**What is required**
Count up the lines below in which the string "strokeStyle" appears. The reply should be that number alone.

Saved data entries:
*** Block opens ***
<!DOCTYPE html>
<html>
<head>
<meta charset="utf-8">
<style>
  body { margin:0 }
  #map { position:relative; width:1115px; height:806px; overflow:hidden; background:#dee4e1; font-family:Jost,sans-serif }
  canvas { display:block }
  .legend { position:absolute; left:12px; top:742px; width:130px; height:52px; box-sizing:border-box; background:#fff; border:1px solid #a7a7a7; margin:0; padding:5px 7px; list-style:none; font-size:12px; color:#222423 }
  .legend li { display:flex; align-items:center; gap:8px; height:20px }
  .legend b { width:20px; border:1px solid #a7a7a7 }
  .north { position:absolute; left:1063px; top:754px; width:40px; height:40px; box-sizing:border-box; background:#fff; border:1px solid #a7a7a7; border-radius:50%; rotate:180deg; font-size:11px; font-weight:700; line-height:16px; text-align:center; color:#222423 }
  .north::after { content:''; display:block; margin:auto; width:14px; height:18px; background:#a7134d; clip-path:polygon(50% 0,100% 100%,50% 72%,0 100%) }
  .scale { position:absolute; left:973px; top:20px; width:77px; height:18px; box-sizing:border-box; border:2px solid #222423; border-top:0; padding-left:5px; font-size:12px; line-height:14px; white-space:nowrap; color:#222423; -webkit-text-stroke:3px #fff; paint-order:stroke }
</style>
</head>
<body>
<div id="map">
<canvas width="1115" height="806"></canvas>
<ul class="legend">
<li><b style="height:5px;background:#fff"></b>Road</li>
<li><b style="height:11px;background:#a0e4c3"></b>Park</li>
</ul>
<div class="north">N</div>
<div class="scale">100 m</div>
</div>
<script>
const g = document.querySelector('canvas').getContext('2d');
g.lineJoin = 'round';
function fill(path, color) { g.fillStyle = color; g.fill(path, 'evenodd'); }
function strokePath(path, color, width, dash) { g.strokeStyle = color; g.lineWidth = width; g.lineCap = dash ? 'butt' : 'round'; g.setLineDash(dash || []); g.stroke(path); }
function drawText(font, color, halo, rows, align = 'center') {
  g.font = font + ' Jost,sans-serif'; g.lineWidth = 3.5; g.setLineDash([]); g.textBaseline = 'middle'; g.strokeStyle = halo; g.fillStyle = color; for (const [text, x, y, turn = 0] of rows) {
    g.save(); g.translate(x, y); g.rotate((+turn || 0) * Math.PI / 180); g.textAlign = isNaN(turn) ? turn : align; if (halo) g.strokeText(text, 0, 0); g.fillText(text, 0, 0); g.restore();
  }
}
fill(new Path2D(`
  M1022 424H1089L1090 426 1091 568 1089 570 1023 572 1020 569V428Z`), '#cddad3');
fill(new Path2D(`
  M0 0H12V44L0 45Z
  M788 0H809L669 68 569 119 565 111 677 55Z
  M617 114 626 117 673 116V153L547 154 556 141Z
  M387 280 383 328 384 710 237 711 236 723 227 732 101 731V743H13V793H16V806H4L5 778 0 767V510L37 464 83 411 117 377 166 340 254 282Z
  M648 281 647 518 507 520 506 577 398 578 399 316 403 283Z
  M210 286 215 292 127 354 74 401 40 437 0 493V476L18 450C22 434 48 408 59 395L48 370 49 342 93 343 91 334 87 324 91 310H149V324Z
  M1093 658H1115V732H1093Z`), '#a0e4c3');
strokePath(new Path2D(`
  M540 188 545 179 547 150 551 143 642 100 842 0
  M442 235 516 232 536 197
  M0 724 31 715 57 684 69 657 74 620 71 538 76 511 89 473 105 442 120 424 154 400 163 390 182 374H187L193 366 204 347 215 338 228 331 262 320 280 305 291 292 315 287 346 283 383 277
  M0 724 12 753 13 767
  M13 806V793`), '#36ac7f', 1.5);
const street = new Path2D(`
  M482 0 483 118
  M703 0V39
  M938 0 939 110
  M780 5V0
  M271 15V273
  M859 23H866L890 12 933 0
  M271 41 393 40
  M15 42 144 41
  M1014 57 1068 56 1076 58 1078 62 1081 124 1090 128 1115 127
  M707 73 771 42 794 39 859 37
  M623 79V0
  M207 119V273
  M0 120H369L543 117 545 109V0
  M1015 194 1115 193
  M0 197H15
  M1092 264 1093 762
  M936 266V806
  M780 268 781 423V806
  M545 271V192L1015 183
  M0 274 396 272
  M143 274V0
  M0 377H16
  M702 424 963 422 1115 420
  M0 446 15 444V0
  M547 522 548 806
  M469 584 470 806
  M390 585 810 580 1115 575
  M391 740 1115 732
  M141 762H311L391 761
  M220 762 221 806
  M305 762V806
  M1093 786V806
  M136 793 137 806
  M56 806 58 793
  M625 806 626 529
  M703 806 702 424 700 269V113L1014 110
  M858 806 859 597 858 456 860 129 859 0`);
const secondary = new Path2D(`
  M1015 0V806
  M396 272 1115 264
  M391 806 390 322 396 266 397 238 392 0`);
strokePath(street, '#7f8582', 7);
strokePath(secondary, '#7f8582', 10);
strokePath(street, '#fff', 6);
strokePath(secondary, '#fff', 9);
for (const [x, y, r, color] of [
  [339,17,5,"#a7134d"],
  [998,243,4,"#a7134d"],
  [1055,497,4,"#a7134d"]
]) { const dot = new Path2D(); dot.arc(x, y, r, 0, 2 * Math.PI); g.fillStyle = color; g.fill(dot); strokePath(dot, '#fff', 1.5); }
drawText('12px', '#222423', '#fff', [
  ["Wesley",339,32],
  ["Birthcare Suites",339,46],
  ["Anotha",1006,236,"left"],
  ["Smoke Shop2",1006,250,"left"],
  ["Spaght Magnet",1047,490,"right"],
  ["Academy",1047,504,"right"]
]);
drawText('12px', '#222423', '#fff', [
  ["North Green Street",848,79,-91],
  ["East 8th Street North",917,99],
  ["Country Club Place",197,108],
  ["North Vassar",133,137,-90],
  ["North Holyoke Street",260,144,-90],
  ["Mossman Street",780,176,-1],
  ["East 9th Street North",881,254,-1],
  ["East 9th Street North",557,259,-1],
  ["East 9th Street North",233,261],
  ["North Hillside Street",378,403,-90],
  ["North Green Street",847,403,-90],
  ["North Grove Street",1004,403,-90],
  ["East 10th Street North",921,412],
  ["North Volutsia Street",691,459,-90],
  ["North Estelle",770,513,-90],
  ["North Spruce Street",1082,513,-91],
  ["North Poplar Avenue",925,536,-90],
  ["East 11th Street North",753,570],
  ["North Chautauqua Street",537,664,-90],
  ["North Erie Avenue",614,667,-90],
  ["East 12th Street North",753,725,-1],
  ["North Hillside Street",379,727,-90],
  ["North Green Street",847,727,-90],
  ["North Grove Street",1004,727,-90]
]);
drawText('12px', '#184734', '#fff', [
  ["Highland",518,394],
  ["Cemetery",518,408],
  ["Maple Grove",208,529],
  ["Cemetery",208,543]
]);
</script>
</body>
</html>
*** Block closes ***
**Written response**
2